Although the Trade Metrology Act, 1973 (Act 77 of 1973) provides for certain tolerances or limits of inaccuracy in respect of the amounts of prepacked goods, because it is impossible, in practice, for the manufacturers/packers of prepacked goods always to place an absolutely correct amount in each packet, it is nevertheless customary of certain manufacturers/packers rather to put too much of a product in the packets to ensure that those packets, when offered for sale on the retail market, will at least still contain the minimum permitted amount of the product.
†As a result of this practice retailers who are being prosecuted for charging a higher price than the maximum controlled price, are regularly being acquitted due to the fact that the packet concerned contained more than the specified quantity, and that they are entitled to charge a price which is proportionately higher than the controlled price for the quantity indicated on the packet.

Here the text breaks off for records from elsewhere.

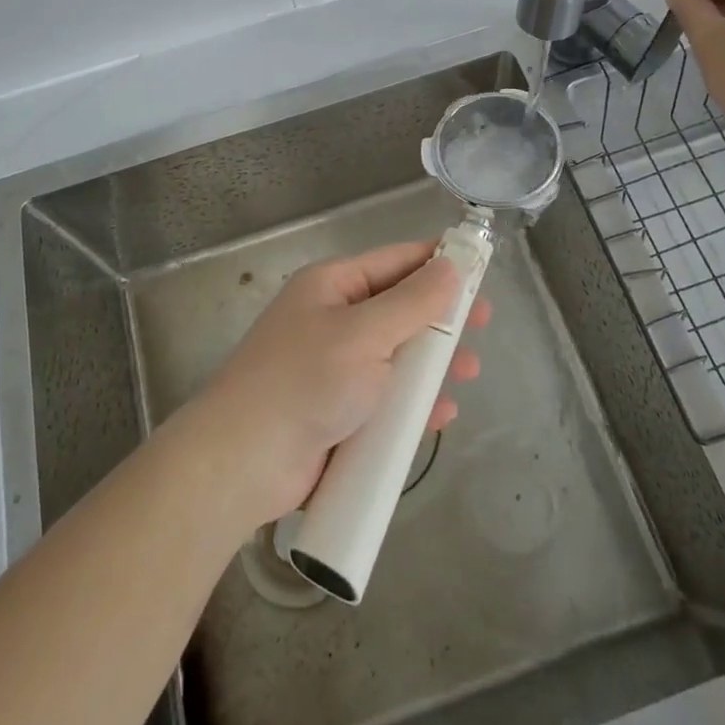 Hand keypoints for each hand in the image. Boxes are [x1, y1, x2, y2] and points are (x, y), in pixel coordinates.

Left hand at [186, 241, 488, 529]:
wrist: (242, 463)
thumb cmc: (305, 382)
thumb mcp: (364, 334)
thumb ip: (413, 301)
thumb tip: (451, 265)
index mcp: (333, 286)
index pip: (396, 260)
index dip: (438, 262)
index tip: (480, 268)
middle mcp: (334, 320)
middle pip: (400, 309)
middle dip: (441, 319)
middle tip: (482, 327)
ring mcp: (335, 368)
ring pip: (397, 356)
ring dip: (432, 364)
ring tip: (468, 373)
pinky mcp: (338, 412)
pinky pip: (385, 399)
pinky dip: (412, 403)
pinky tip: (440, 414)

In order to be able to prosecute any retailer successfully in these circumstances, price control, inspectors of my department are obliged to attach every packet concerned, have it opened and have the contents determined in the presence of the accused. This procedure has to be followed in every instance where inspectors intend prosecuting retailers for overcharging in respect of certain goods like sugar. The result has been that each inspector collected up to more than 100 packets of sugar as corpi delicti during one specific inspection tour.
The proposed amendment to the Act entails the insertion of an assumption that if it is stated in a charge in a criminal proceeding that any goods alleged to have been sold or purchased are goods of a specific quantity as indicated on the container, such statement shall be sufficient proof of the quantity until the contrary is proved.
Mr Speaker, the existing Act already creates a presumption in the case of criminal proceedings that goods allegedly purchased or sold are of a certain class or kind. We believe the Bill before the House now has the effect of extending this undesirable procedure further and we consequently will not be able to support it.
It is a principle of Roman-Dutch law that the onus of proving all the constituent elements of a crime rests squarely on the State. The official Opposition is well aware that there are many instances where this cannot be allowed and where one has to depart from it. An example that comes to mind is the situation of pollution of our coastal waters by passing vessels. If this presumption was not allowed in a case like that it would be impossible for the State ever to bring a prosecution to the courts. One can hardly say that that is the situation with the Price Control Act. It should not be too difficult to establish quantity, in spite of what the hon the Minister says. When we create statutory offences in this House there is a tendency to facilitate their enforcement by allowing these presumptions. Opposition parties must be convinced on their necessity before they can go along with accepting the principle of moving away from the situation where the State has the responsibility of establishing all constituents of any alleged crime. This principle is accepted and approved by the Supreme Court and by the legal fraternity. We therefore will not be able to support the Bill before the House.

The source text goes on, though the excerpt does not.